__Task__
Your reply should consist of the entries, copied exactly and stripped of images.

__Provided data__
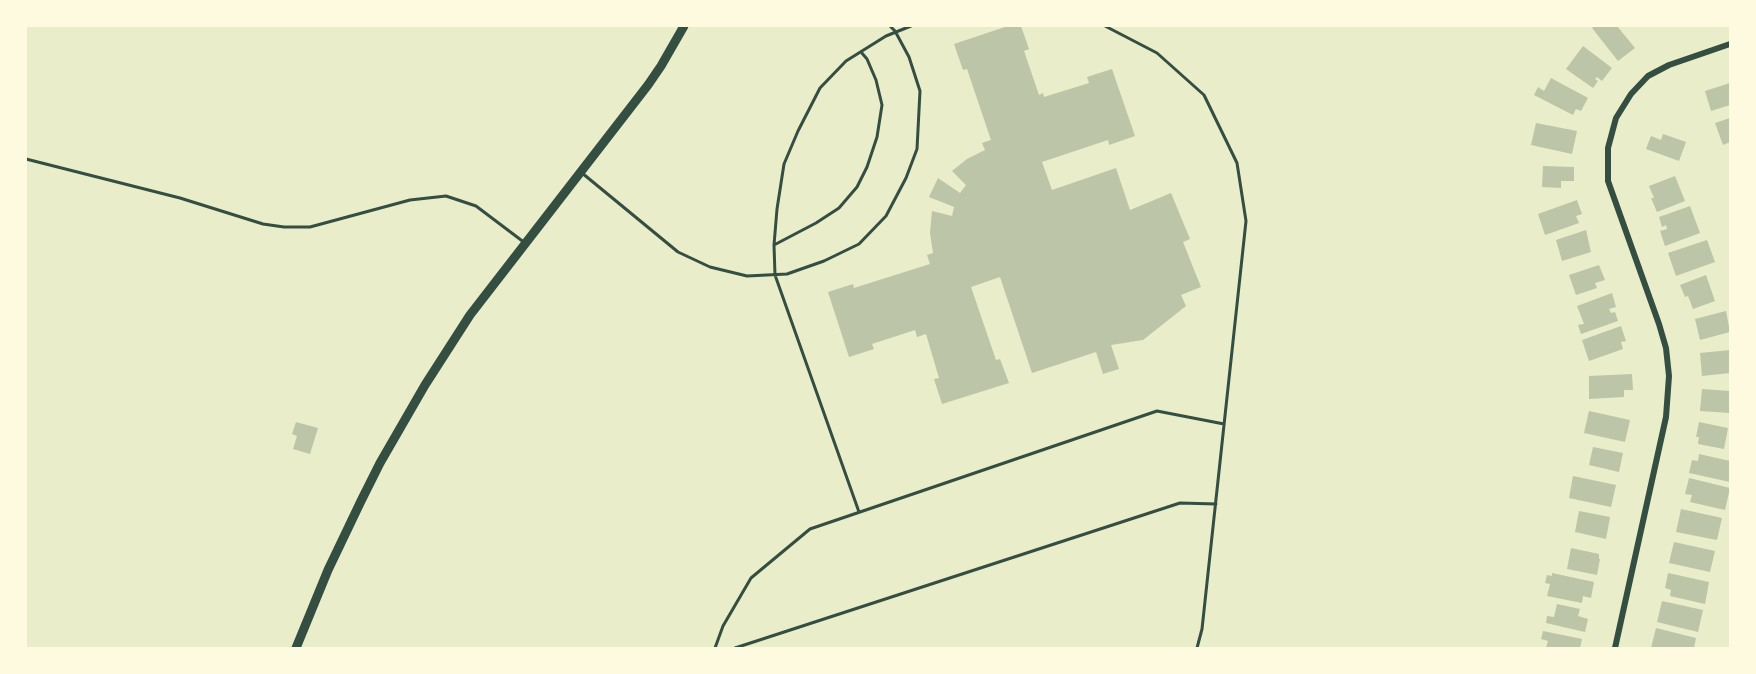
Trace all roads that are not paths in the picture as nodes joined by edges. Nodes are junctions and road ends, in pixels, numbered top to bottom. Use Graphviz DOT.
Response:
graph roads {
  1 [pos="684,26"];
  2 [pos="890,26"];
  3 [pos="911,26"];
  4 [pos="1105,26"];
  5 [pos="895,31"];
  6 [pos="1731,44"];
  7 [pos="861,52"];
  8 [pos="26,159"];
  9 [pos="581,172"];
  10 [pos="525,244"];
  11 [pos="774,245"];
  12 [pos="775,275"];
  13 [pos="1224,424"];
  14 [pos="1216,504"];
  15 [pos="859,513"];
  16 [pos="296,648"];
  17 [pos="715,648"];
  18 [pos="735,648"];
  19 [pos="1197,648"];
  20 [pos="1615,648"];
  1 -- 9 [label="main road"];
  2 -- 5 [label="lane"];
  3 -- 5 [label="lane"];
  4 -- 13 [label="lane"];
  5 -- 7 [label="lane"];
  5 -- 12 [label="lane"];
  6 -- 20 [label="street"];
  7 -- 11 [label="lane"];
  7 -- 11 [label="lane"];
  8 -- 10 [label="lane"];
  9 -- 10 [label="main road"];
  9 -- 12 [label="lane"];
  10 -- 16 [label="main road"];
  11 -- 12 [label="lane"];
  12 -- 15 [label="lane"];
  13 -- 14 [label="lane"];
  13 -- 15 [label="lane"];
  14 -- 18 [label="lane"];
  14 -- 19 [label="lane"];
  15 -- 17 [label="lane"];
}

__Exercise solution__
Trace all roads that are not paths in the picture as nodes joined by edges. Nodes are junctions and road ends, in pixels, numbered top to bottom. Use Graphviz DOT.
Response:
graph roads {
  1 [pos="684,26"];
  2 [pos="890,26"];
  3 [pos="911,26"];
  4 [pos="1105,26"];
  5 [pos="895,31"];
  6 [pos="1731,44"];
  7 [pos="861,52"];
  8 [pos="26,159"];
  9 [pos="581,172"];
  10 [pos="525,244"];
  11 [pos="774,245"];
  12 [pos="775,275"];
  13 [pos="1224,424"];
  14 [pos="1216,504"];
  15 [pos="859,513"];
  16 [pos="296,648"];
  17 [pos="715,648"];
  18 [pos="735,648"];
  19 [pos="1197,648"];
  20 [pos="1615,648"];
  1 -- 9 [label="main road"];
  2 -- 5 [label="lane"];
  3 -- 5 [label="lane"];
  4 -- 13 [label="lane"];
  5 -- 7 [label="lane"];
  5 -- 12 [label="lane"];
  6 -- 20 [label="street"];
  7 -- 11 [label="lane"];
  7 -- 11 [label="lane"];
  8 -- 10 [label="lane"];
  9 -- 10 [label="main road"];
  9 -- 12 [label="lane"];
  10 -- 16 [label="main road"];
  11 -- 12 [label="lane"];
  12 -- 15 [label="lane"];
  13 -- 14 [label="lane"];
  13 -- 15 [label="lane"];
  14 -- 18 [label="lane"];
  14 -- 19 [label="lane"];
  15 -- 17 [label="lane"];
}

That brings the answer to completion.